Evaluating the necessity of postoperative day 1 labs following laparoscopic radical nephrectomy (LRN)

Introduction

Laparoscopic radical nephrectomy (LRN) has evolved as the gold standard in treating localized renal cell carcinoma after it was first introduced in 1991 (1). This minimally invasive approach has improved perioperative outcomes including shorter hospitalizations, faster recovery time, and reducing intraoperative blood loss (2,3). Some studies have evaluated the feasibility of LRN as an ambulatory procedure in patients that have met specific criteria (4-6). Azawi et al. found that 92% of their patients were safely discharged within a few hours post-LRN (7). Standard care following LRN is to obtain postoperative day one (POD1) labs. The necessity of routine postoperative labs has become a growing interest in recent studies in order to reduce hospital costs without sacrificing the quality of care (8,9). A previously published study found that POD1 labs following robotic-assisted partial nephrectomy (RAPN) were necessary (10). As literature has evaluated the success of LRN as an outpatient procedure, this is the first study to our knowledge that examines the necessity of POD1 labs after LRN. Therefore, our primary outcome was to analyze the necessity of obtaining routine POD1 labs following LRN by specifically analyzing abnormalities in hemoglobin (Hgb), sodium (Na), and potassium (K). We present this article in accordance with the STROBE reporting checklist (available at https://tau.amegroups.com/article/view/10.21037/tau-24-250/rc).

Methods

Study cohort

The study was conducted in accordance with the Declaration of Helsinki (as revised in 2013). The study was approved by the Institutional Review Board of Mayo Clinic (No. 12-004921) and individual consent for this retrospective analysis was waived. A total of 650 consecutive LRNs performed from July 2007 to January 2023 by a single surgeon were retrospectively reviewed. Figure 1 shows the patient flow diagram. We excluded patients that had an LRN previously performed (n=17), transplant (n=26), and dialysis (n=123) patients. We also excluded patients that had missing preoperative (n=3) and postoperative day one (n=3) labs. A total of 478 LRN were included in the final analysis. Our primary outcomes were one or more abnormal labs (Na, K, Hgb) on POD1 excluding Cr.

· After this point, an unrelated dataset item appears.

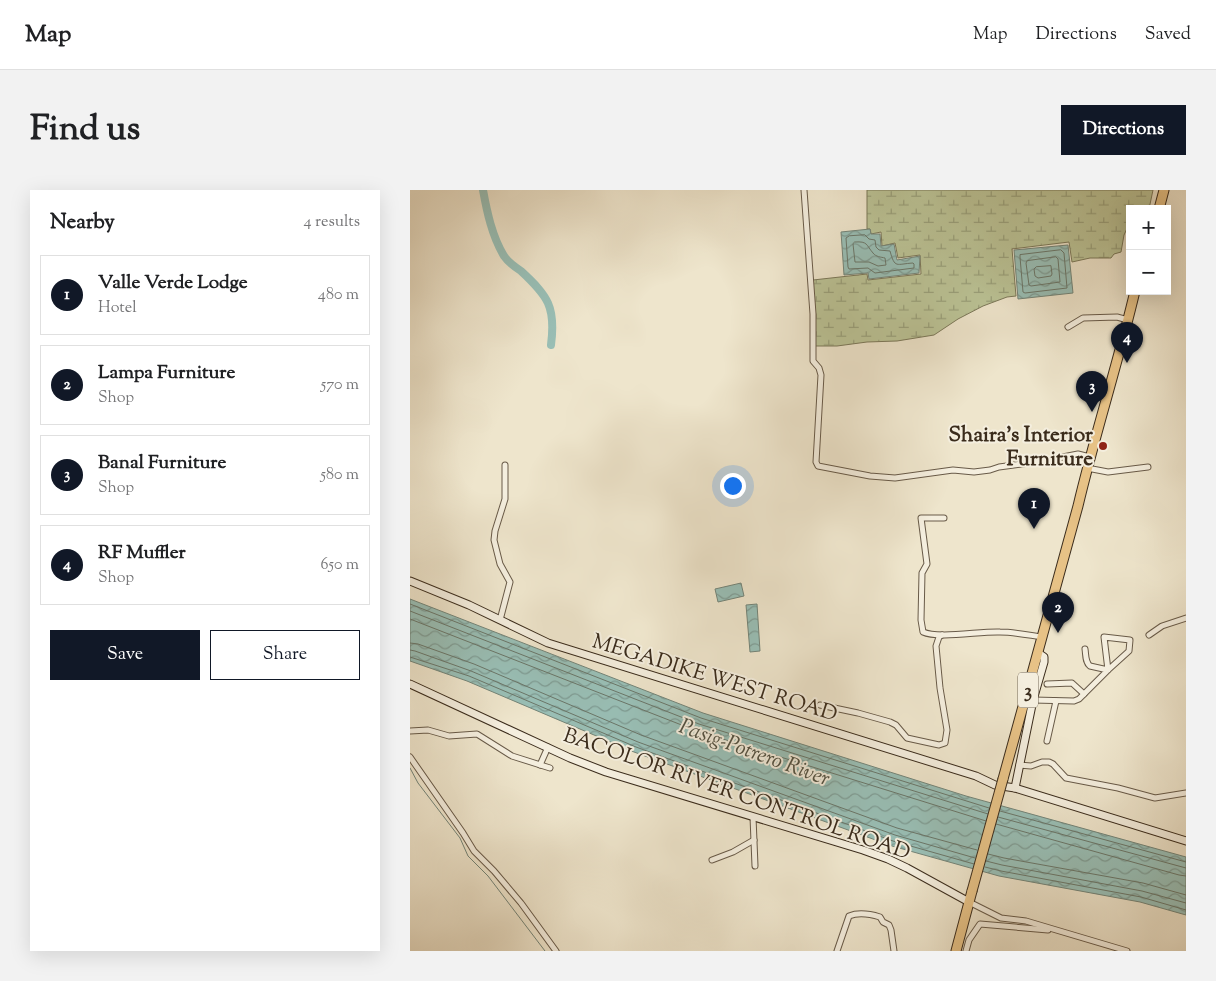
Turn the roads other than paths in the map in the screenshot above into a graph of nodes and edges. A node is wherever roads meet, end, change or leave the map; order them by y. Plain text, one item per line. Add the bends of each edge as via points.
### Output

Figure 1 Patient flow diagram. Dialysis and transplant patients along with patients who had more than one LRN were excluded. POD1, post-operative day one; LRN, laparoscopic radical nephrectomy.

Data collection

Study data were collected and managed using REDCap electronic data capture tools hosted at our institution. The following data was collected on REDCAP: patient characteristics [age, sex, race, body mass index (BMI), Charlson comorbidity index (CCI) (11), diabetes (DM), and hypertension], intraoperative variables [intraoperative complications, estimated blood loss (EBL), total operative time, Clavien-Dindo complications (12)], postoperative information [length of stay (LOS), prolonged LOS defined as ≥3 days (13), readmission within 30 days, tumor characteristics (tumor size obtained from the pathology report where available, tumor kidney side), and labs prior to LRN and POD1 (Hgb, Na, and K).

Laboratory definitions

All POD1 labs were obtained following LRN. Abnormal POD1 Na labs were described as <135 or >145 mEq/L (9,10). Abnormal POD1 K labs were defined as <3.5 or >5.0 mEq/L. Abnormal K was additionally defined as severe hypokalemia (<3.0 mEq/L), mild hypokalemia (3.0–3.4 mEq/L), mild hyperkalemia (5.1–5.4 mEq/L), moderate hyperkalemia (5.5–5.9 mEq/L), and severe hyperkalemia (6.0 mEq/L or higher) (9). Abnormal Hgb labs were described as POD1 Hgb <8 g/dL or POD1 Hgb ≥3.0 g/dL decrease from preoperative Hgb (9,10). Acute kidney injury (AKI) on POD1 was defined as one of the following 3 stages: Stage I baseline Cr at POD1 was 1.5–1.9 times preoperative Cr or ≥0.3 mg/dL increment from preoperative to POD1.26 Stage II POD1 Cr was 2.0–2.9 times preoperative Cr. Stage III POD1 Cr was ≥3.0 times preoperative Cr or POD1 Cr of 4.0 mg/dL or more (10).

Statistical analysis

All statistical analyses were performed using R version 4.2.2 (R Foundation for Statistical Computing, Vienna, Austria). Categorical characteristics were reported as the frequency and percentage of patients. Continuous characteristics were reported as the sample median and interquartile range (IQR). To evaluate our primary outcome, we estimated the proportion of patients who had one or more abnormal laboratory values on POD1 with a 95% confidence interval (CI) for a single proportion using the score method. We also used logistic regression models to examine which preoperative and intraoperative characteristics were associated with having abnormal labs. All statistical tests were two-sided. P<0.05 was considered statistically significant without adjustment for multiple testing. Given the large number of tests performed, the possibility of a type I error (i.e. false positive finding) should be considered when interpreting the results.

Results

Table 1 summarizes patient characteristics found in our cohort including patients with any abnormal or normal POD1 labs for Hgb, Na, and K. We found that 32.4% (155/478) patients had one or more abnormal labs on POD1 for Hgb, Na, or K. Patients with abnormal POD1 labs had a median age of 69 years (IQR, 61 to 77 years), median BMI of 29 kg/m² (IQR, 25 to 34 kg/m²), a median LOS of 2 days (IQR, 2 to 3 days), and a median tumor size of 5 cm (IQR, 4 to 6 cm). The median tumor size in our total cohort is 6 cm (IQR, 4 to 8 cm).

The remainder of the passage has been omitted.